======== DATA LISTING

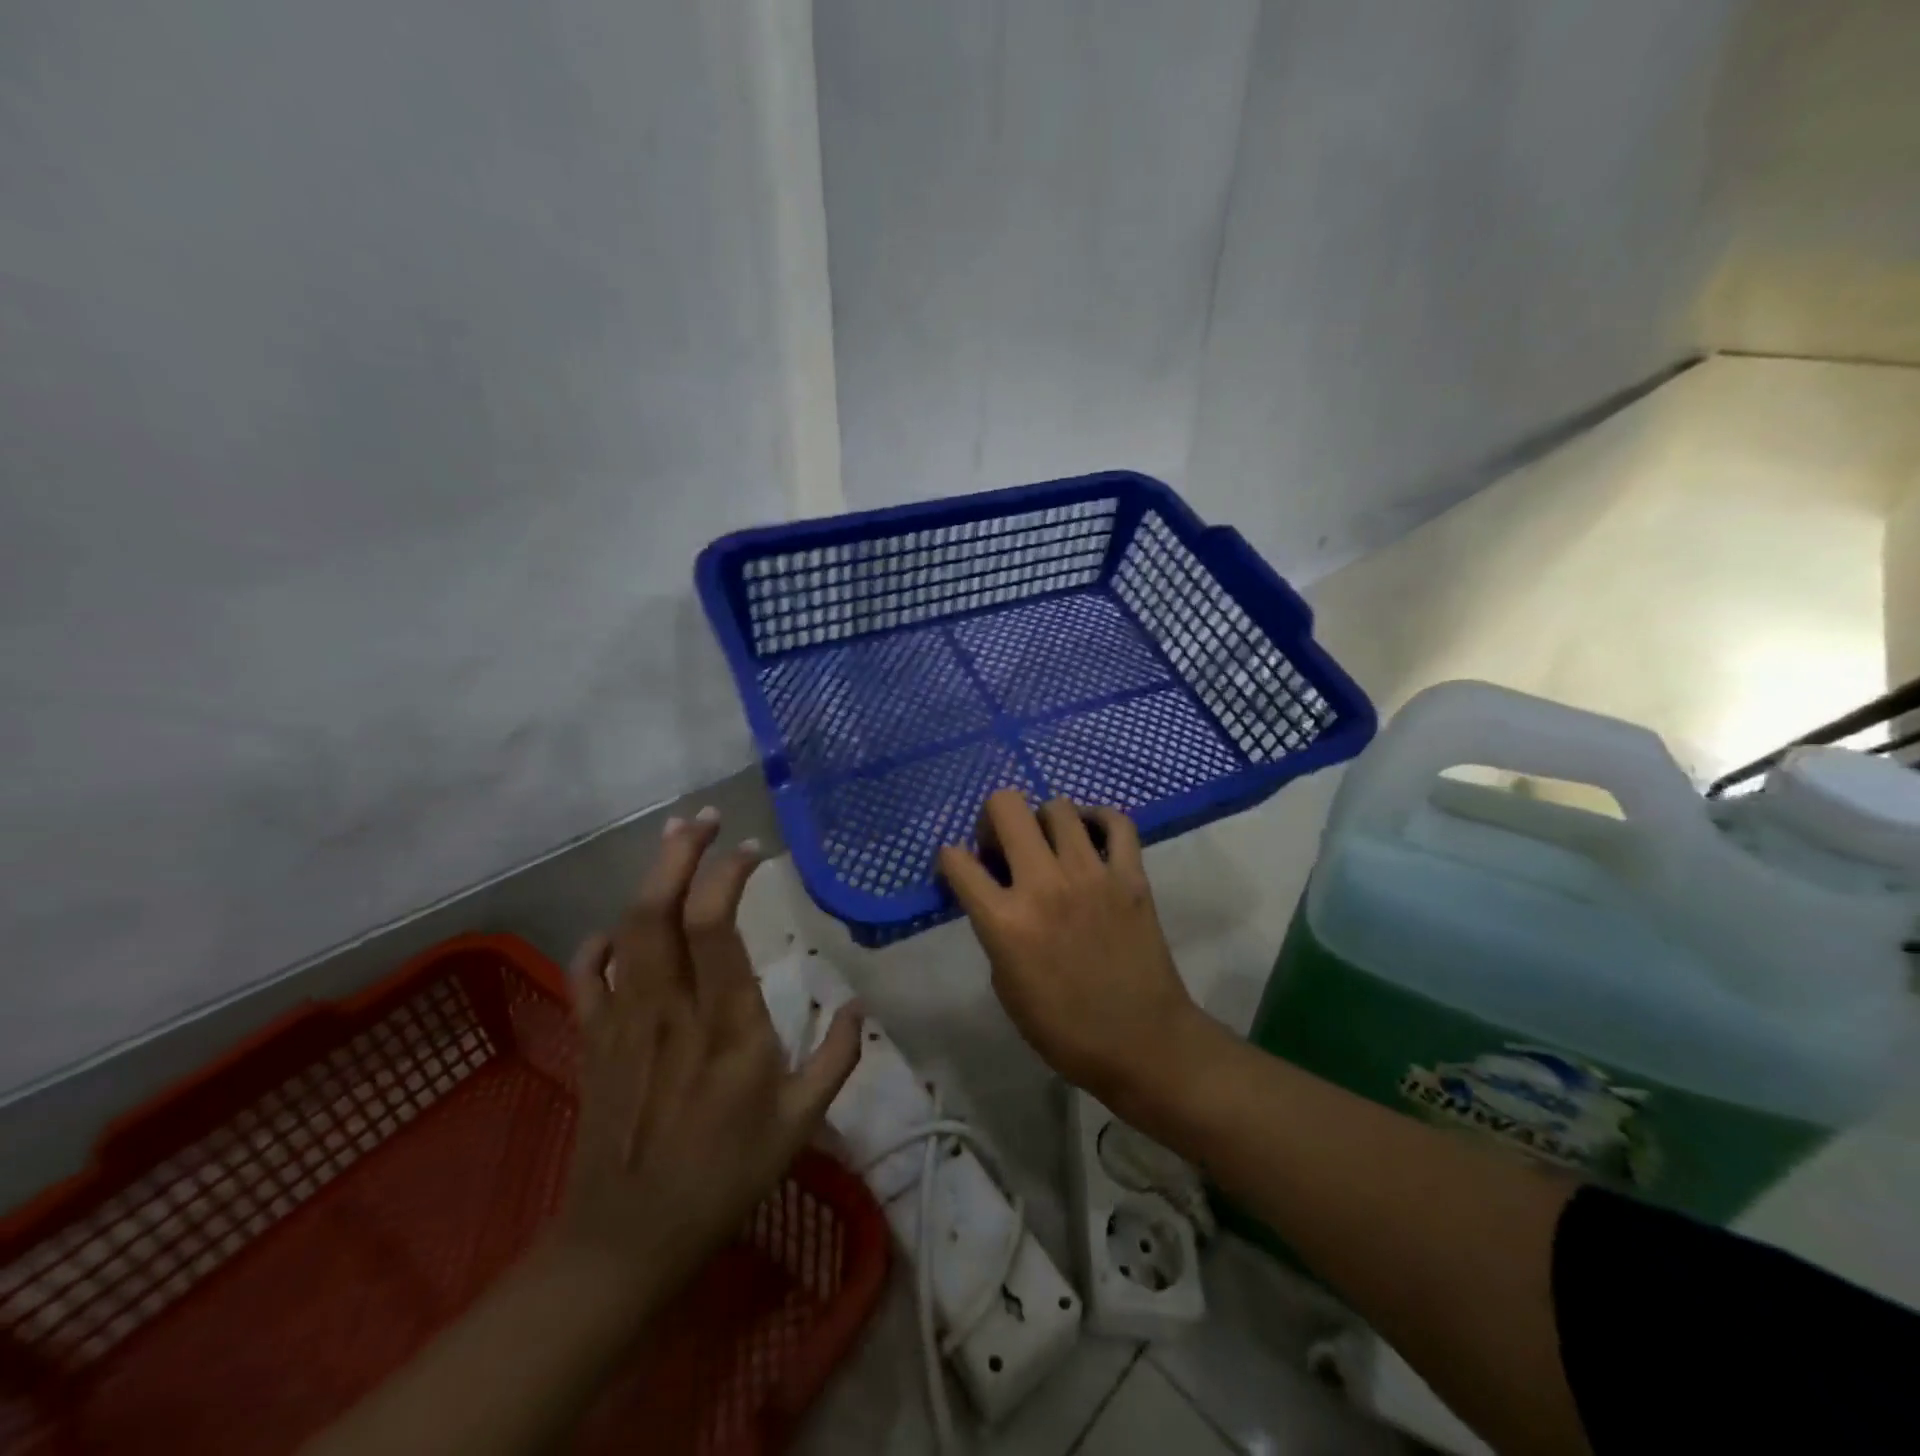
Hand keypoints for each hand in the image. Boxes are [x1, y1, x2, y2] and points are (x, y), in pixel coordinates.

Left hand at [550, 812, 862, 1307]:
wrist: (627, 1241)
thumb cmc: (723, 1177)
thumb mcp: (799, 1124)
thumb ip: (837, 1059)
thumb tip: (861, 1006)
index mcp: (727, 1024)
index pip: (718, 925)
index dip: (730, 874)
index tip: (754, 850)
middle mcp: (671, 1008)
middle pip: (661, 909)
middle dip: (680, 852)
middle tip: (705, 818)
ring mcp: (625, 1021)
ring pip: (628, 929)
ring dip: (649, 876)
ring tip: (673, 840)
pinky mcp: (593, 1039)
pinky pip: (588, 972)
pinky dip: (602, 939)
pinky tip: (622, 928)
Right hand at [936, 791, 1213, 1112]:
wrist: (1142, 1043)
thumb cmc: (1064, 1028)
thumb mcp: (1006, 986)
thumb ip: (995, 930)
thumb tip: (996, 894)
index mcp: (1005, 921)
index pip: (957, 861)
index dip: (951, 859)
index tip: (961, 867)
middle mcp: (1044, 885)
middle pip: (1006, 806)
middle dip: (993, 818)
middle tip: (1003, 846)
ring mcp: (1092, 874)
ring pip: (1057, 807)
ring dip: (1042, 820)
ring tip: (1049, 845)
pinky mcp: (1131, 875)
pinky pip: (1117, 822)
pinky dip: (1099, 820)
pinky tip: (1090, 837)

================

Repeat verbatim the lines between the start of the data and the line containing "ring mcp: (1092, 874)", both ends included, omitting all pictures.

Hand keypoints for each hand in the image. Boxes are [x1, y1, x2, y2] and points are (x, y), in pixel coordinates.

Left hand at [550, 812, 862, 1307]:
wrist: (627, 1241)
thumb cmc: (723, 1177)
thumb mcp: (799, 1124)
thumb ip: (837, 1059)
thumb tip: (861, 1006)
index mcp: (727, 1024)
index pip: (718, 925)
index dip: (730, 874)
index tip: (754, 850)
middle mcp: (671, 1008)
middle pip: (661, 909)
middle dip: (680, 852)
middle tip: (705, 818)
ring mcp: (625, 1021)
ring pip: (628, 929)
ring dip: (649, 876)
ring tip: (673, 840)
pinky mcp: (593, 1039)
pinky pip: (588, 972)
pinky dip: (602, 939)
pinky tip: (622, 928)
Right hand at [936, 791, 1213, 1112]:
wrist: (1142, 1043)
thumb cmc: (1064, 1028)
thumb mcp: (1006, 986)
thumb ip: (995, 930)
thumb tip: (996, 894)
index mcp: (1005, 921)
index pip: (957, 861)
index dip: (951, 859)
index tip: (961, 867)
middle mcp: (1044, 885)
middle pip: (1006, 806)
middle dip: (993, 818)
middle tip: (1003, 846)
ring mcp: (1092, 874)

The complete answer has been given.